小説

『デーモン笹ケ瀬の左眼の世界は』もりまりこ(『桃太郎』)

 桃山台駅で降りる。シースルーエレベーターで直行しようと思ったけれど、その前に明日終わってしまうらしい移動式カフェ<マンダリン>に寄って、最後のテイクアウトをしようかと思う。こういうのを良心っていうのか、社交っていうのかよくわからん。けれど。今までありがとうおいしかった的な会話を頭ん中でシミュレーションして、なるべく気持ちよく誰からも阻害されることのないシチュエーションをこしらえてから会社のデスクに向かうのが一番いいと。まぁ儀式みたいもの。でも、こういう日に限ってみしった店員がだれひとりそこにいなくて、知らない店員にマンダリンスペシャルをオーダーして、言葉も交わせずにそこを後にした。

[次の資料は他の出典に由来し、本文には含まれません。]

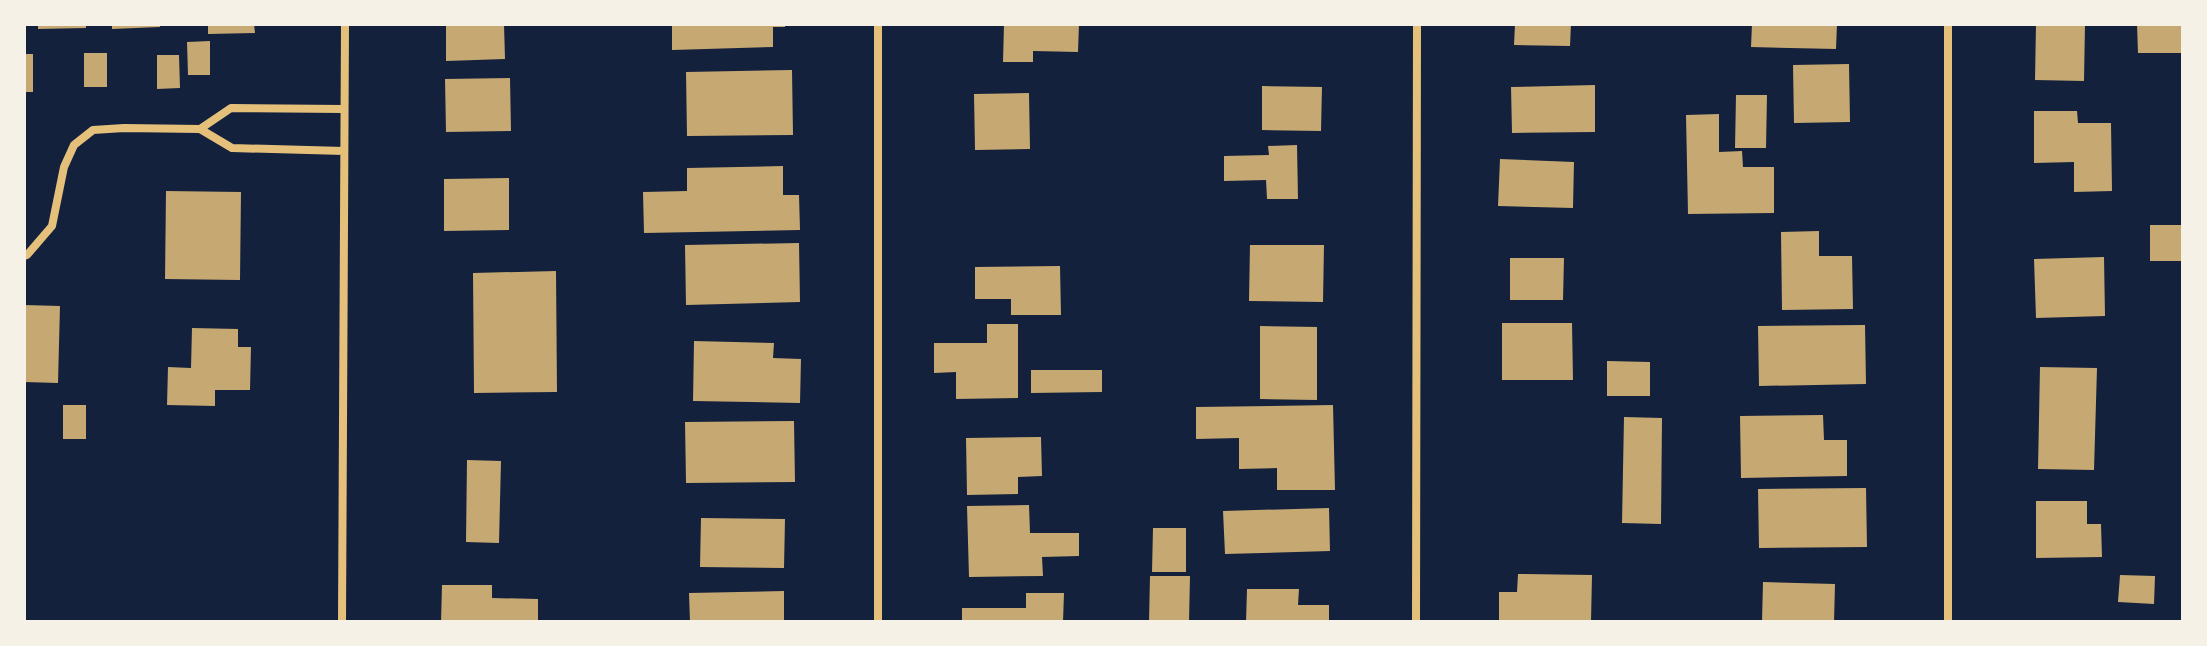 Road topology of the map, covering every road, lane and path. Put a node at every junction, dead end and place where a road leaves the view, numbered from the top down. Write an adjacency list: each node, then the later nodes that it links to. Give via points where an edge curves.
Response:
1 (345, 24): 5 (street)
2 (878, 24): 10 (street)
3 (1417, 24): 11 (street)
4 (1948, 24): 12 (street)
5 (344, 109): 6 (street, via 231,108); 7 (street)
6 (200, 129): 7 (street, via 232,148); 8 (street, via 93,130 74,145 64,167 52,226)
7 (344, 151): 9 (street)
8 (24, 256)
9 (342, 622)
10 (878, 622)
11 (1416, 622)
12 (1948, 622) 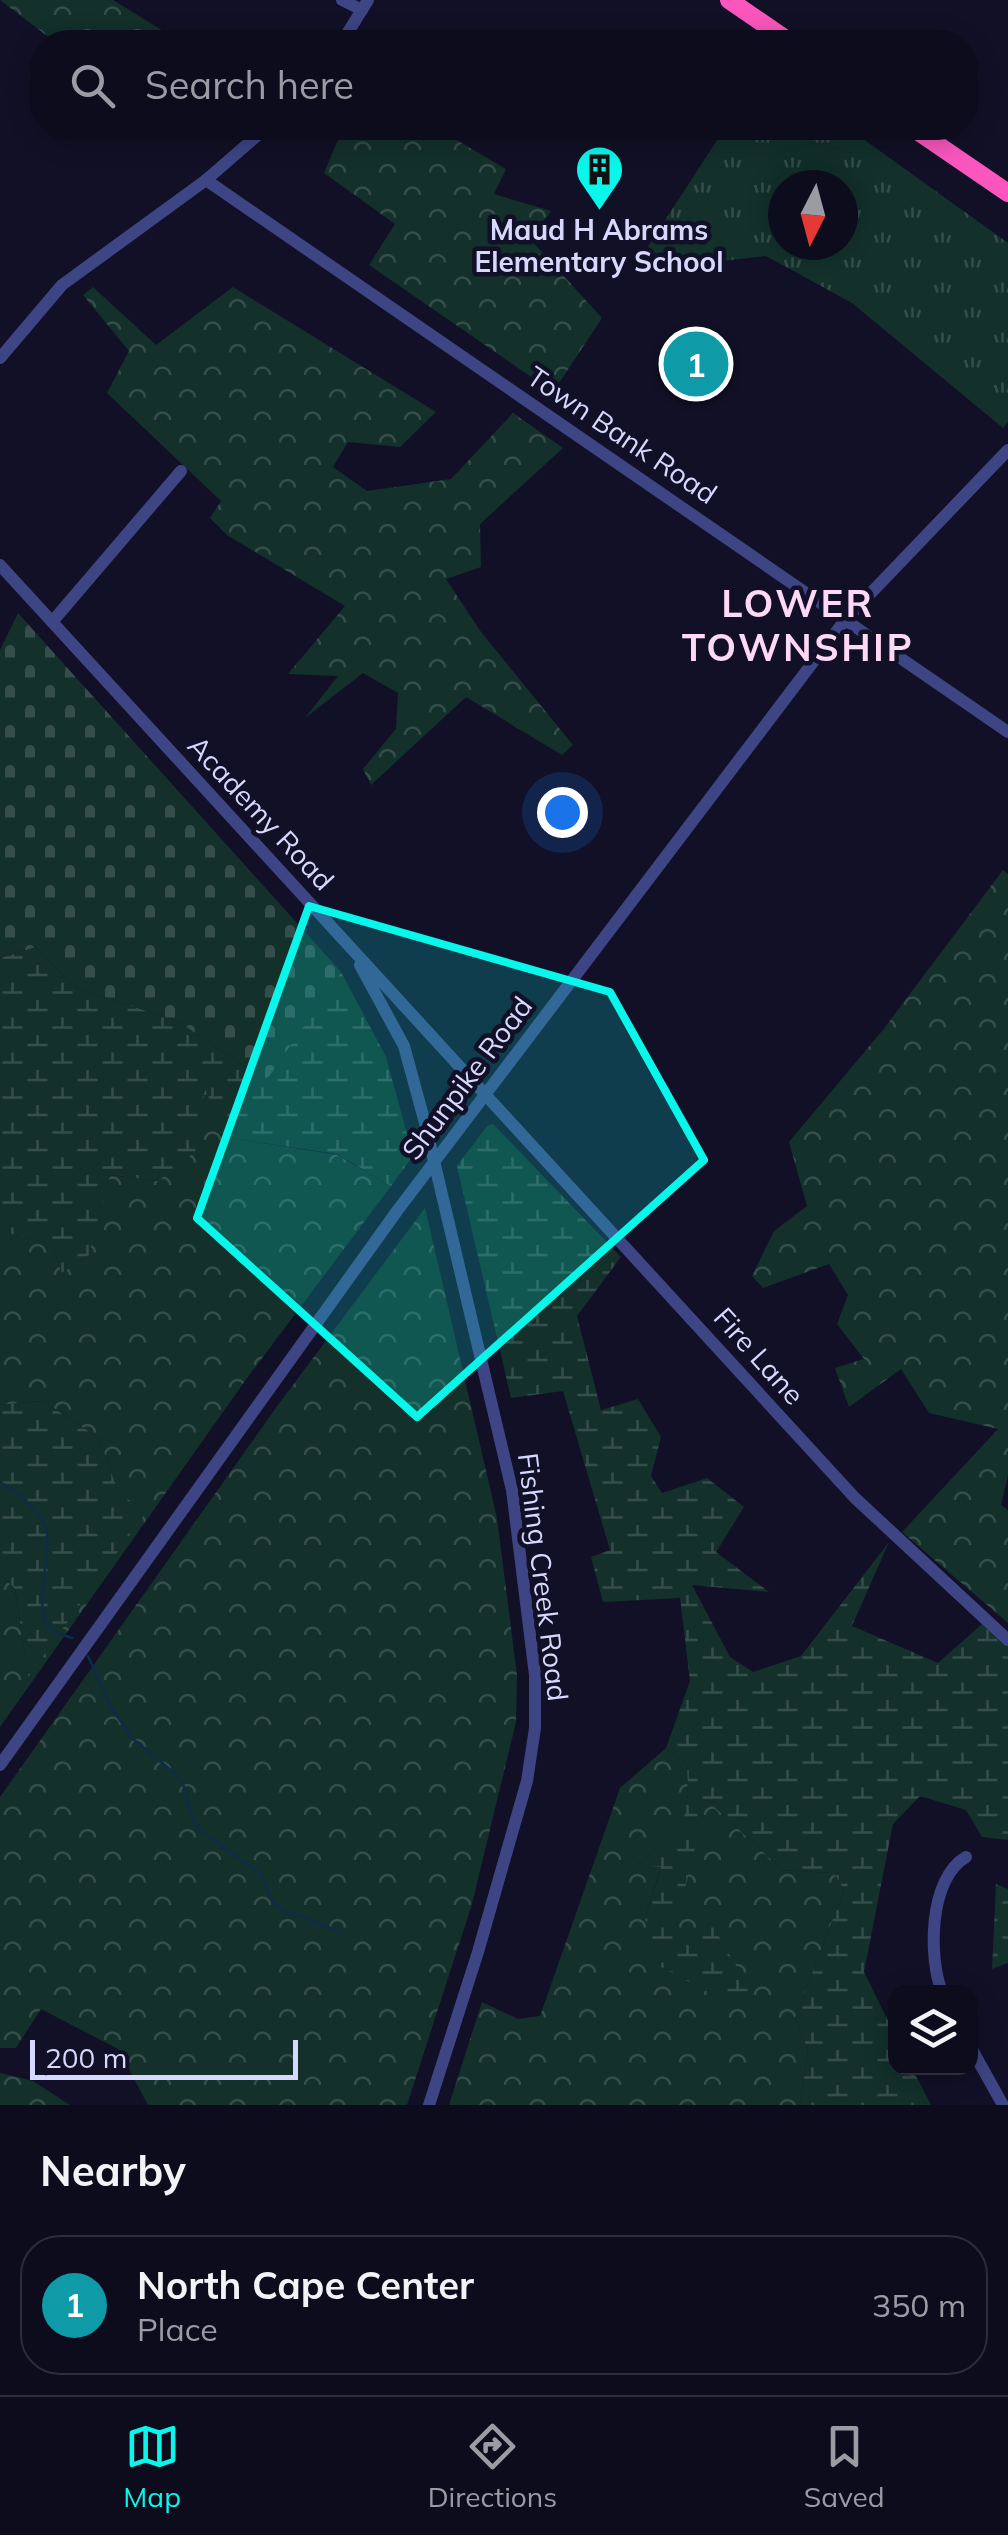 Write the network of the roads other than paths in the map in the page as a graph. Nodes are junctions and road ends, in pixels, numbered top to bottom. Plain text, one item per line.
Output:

 会社からラインが入る。めんどくさって思いながらその文面を読んでると、今日はちがうフロア4Fに来てほしいと書いてあって、すぐにレス。
 とぼとぼと足取り重く、4Fを目指す。っていうか関係者エレベーターにも、ちっちゃすぎるわっていうぐらいに<4F>って記されてあって、なんか隔離された場所にあったことを入社以来はじめて知る。
 扉が開くと、赤い絨毯が敷き詰められてる。扉にIDカードをするっとかざすと、人工的な声でお入りくださいって聞こえて扉が開く。開けた途端、ここってシチュエーションルーム? ってなぐらいなんかいやな予感。静かすぎる、広すぎるフロアに背の高い男の人がひとり立ってる。誰? 見たことない人。
 しゅっとしてはる。ゼニアっぽいスーツにアルマーニっぽいネクタイに、グッチっぽいキャメル色の靴はいてはる。
 おかけくださいの声と同時に机の上に、出来立ての湯気もわもわのコーヒーが運ばれてきてなにがはじまるのかなって思ってたら、目の前のスクリーンに映像が写しだされる。よく見知った人やって思ってたらじぶんやった。え? これって、面接の時の俺? じぶんのキャッチフレーズをどうぞって言われて四苦八苦して、<明日は星がでているなんて期待はするな>です。過度な期待と不安を抱かずにフラットでいたいという日々平常心でありたいというか・・・。みんなが笑ってる。せせら笑うてる。面接官がなんか書き留めてる。あ、落ちたわここって思った瞬間、でこから汗水滝のように流れでてる俺。そんで、次のシーン。これって社内レクリエーションでやった<マシュマロチャレンジ>の時?
 20本のパスタと40センチのテープとマシュマロで、できるだけ高い塔をつくって競い合うっていうあれ。Tedで人気なのよって上司の高木がうれしそうに言ってた、ねちねちした声を思い出す。できる神澤くんに1本ずつパスタを渡して、ちょっといらついた顔されて。あとラス前何分? って切れ長の瞳で訊ねられて、神澤くんめっちゃおっとこまえあわあわわって、10分ですって丁稚オーラ満開で応えてる俺。次から次へと映像がスイッチしてゆく。その他プレゼンの時にしどろもどろな俺とか。もうその映像止めてって思ってたら、第2のハロウィン企画についての提案が、だめだめだったらしく、なにもかも雲散霧消してしまえと腹をたて上司に言い放たれた言葉<それは君の口から百万回聞きました>にむっときて、あんた関西のキオスクのおばちゃんかって心ん中でつっこんで、席を立った時、座っていた高木の回転椅子をとんがった革靴の右足で蹴っ飛ばしたら俺の予想以上に回ってしもってやつがえ? って言う顔しながら一回転半したときのもので終わってた。